Limitations to the current study include, first, the extent to which “optimal” and “adequate” prescribing can be evaluated individually. We were interested particularly to examine changes in the optimal choice category, where antibiotic agent choice was aligned directly with the guidelines. No patient data were collected on factors such as the presence of antibiotic allergies, which may influence the choice of prophylactic antibiotic agent. The likely result is that the reported optimal category is underestimated. Second, there are limitations regarding the degree to which the timing of vancomycin administration can be analyzed. While national guidelines recommend slow infusion to be completed just before induction of anesthesia, monitoring of this time is impractical at many healthcare facilities in our region. As a pragmatic alternative, the start time of infusion is recorded as being at least 30 minutes before incision.

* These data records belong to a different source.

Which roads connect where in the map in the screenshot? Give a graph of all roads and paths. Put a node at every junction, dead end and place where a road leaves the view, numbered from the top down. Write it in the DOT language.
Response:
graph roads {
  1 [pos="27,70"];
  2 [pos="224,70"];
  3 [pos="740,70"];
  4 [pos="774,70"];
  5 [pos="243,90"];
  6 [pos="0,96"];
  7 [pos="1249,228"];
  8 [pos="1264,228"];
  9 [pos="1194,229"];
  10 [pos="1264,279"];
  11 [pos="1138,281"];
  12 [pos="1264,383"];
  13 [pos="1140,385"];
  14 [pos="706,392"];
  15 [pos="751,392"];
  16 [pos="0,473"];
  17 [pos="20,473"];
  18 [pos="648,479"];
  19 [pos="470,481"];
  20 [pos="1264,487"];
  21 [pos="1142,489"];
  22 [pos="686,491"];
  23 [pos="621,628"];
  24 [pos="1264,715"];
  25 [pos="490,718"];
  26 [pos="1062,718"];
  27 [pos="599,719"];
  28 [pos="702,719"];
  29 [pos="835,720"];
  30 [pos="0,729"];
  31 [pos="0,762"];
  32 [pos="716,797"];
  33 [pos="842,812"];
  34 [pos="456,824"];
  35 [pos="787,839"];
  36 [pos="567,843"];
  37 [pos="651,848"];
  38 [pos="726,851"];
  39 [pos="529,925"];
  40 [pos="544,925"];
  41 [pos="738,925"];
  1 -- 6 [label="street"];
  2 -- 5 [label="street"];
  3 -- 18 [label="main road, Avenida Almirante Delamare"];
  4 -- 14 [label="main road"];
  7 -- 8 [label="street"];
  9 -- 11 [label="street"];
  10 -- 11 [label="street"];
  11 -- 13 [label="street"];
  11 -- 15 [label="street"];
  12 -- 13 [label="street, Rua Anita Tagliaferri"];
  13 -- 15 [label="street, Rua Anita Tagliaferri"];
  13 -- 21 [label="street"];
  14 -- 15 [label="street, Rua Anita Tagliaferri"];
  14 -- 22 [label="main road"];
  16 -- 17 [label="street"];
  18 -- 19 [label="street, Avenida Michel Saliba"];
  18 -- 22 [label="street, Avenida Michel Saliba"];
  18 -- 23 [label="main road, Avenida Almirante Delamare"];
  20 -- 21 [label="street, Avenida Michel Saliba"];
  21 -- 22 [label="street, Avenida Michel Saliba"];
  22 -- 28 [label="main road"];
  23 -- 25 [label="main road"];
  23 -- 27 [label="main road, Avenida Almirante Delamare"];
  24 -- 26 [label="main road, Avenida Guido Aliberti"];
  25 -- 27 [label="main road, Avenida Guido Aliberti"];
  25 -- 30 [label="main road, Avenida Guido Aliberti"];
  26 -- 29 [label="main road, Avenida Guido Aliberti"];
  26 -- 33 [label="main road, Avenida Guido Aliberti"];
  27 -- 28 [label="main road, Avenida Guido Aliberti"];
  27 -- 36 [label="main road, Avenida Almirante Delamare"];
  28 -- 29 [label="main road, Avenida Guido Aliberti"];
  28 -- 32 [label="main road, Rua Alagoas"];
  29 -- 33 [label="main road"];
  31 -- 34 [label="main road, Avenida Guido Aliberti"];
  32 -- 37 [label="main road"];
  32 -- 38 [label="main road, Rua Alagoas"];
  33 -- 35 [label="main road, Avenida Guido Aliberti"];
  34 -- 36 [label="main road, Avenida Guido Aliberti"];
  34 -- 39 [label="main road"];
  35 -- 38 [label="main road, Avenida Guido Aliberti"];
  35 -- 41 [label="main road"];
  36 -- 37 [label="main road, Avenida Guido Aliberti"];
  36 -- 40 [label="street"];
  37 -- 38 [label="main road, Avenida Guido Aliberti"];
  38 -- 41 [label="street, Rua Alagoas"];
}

Despite demonstrated improvement in prescribing practices over time, compliance with all measures (agent, timing, and duration) remained low for some surgical categories. In particular, timing of administration was still suboptimal, particularly for vancomycin, and extended duration remains relatively high, particularly for cardiac surgical procedures. We have also identified second dosing of β-lactam agents as an area to target for future work. Identification of these gaps is an important step to guide future quality improvement programs in hospitals within our network.
Timing and second dosing may be areas that can be addressed with electronic prescribing and anesthetic equipment, which can store data and produce alerts when, for example, second doses of antibiotic agents are required. Introduction of equipment that supports data storage and transfer will also reduce the burden of data collection and transcription for collation of data such as those used in this study as well as routine surveillance data.
Conclusion
We have identified significant and sustained improvements in prescribing practices for SAP across a network of hospitals after the feedback of results as part of a routine surveillance program. Further improvement in prescribing practices may still be necessary, particularly with respect to timing of antibiotic agent administration for cardiac and colorectal surgical procedures. Specific quality improvement programs may be required to engage clinicians responsible for health service delivery within these groups.
Footnotes
Acknowledgments
The VICNISS Coordinating Centre is fully funded by the Victorian Department of Health and Human Services. The authors would like to thank all of the contributing hospitals and in particular the infection control practitioners. No external funding was used for the current study.
Author Disclosure Statement
No competing financial interests exist.